Your answer must contain each line of the data, copied exactly.

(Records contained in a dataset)

[Start of section]

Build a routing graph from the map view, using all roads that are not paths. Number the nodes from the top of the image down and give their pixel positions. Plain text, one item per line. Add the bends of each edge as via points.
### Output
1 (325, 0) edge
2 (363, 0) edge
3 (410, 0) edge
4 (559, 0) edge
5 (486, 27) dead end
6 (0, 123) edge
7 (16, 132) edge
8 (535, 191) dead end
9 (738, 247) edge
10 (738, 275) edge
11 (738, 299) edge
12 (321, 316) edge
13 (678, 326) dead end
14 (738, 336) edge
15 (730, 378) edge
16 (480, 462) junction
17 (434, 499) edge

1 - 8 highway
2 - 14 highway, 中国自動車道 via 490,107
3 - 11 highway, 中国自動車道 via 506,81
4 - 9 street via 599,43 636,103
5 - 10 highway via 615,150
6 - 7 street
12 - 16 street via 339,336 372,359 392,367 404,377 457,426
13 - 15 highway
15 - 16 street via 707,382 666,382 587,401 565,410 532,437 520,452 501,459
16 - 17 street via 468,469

[End of section]

• Answer for the task:
Build a routing graph from the map view, using all roads that are not paths. Number the nodes from the top of the image down and give their pixel positions. Plain text, one item per line. Add the bends of each edge as via points.
### Output
1 (325, 0) edge
2 (363, 0) edge
3 (410, 0) edge
4 (559, 0) edge
5 (486, 27) dead end
6 (0, 123) edge
7 (16, 132) edge
8 (535, 191) dead end
9 (738, 247) edge
10 (738, 275) edge
11 (738, 299) edge
12 (321, 316) edge
13 (678, 326) dead end
14 (738, 336) edge
15 (730, 378) edge
16 (480, 462) junction
17 (434, 499) edge

1 - 8 highway
2 - 14 highway, 中国自動車道 via 490,107
3 - 11 highway, 中国自動車道 via 506,81
4 - 9 street via 599,43 636,103
5 - 10 highway via 615,150
6 - 7 street
12 - 16 street via 339,336 372,359 392,367 404,377 457,426
13 - 15 highway
15 - 16 street via 707,382 666,382 587,401 565,410 532,437 520,452 501,459
16 - 17 street via 468,469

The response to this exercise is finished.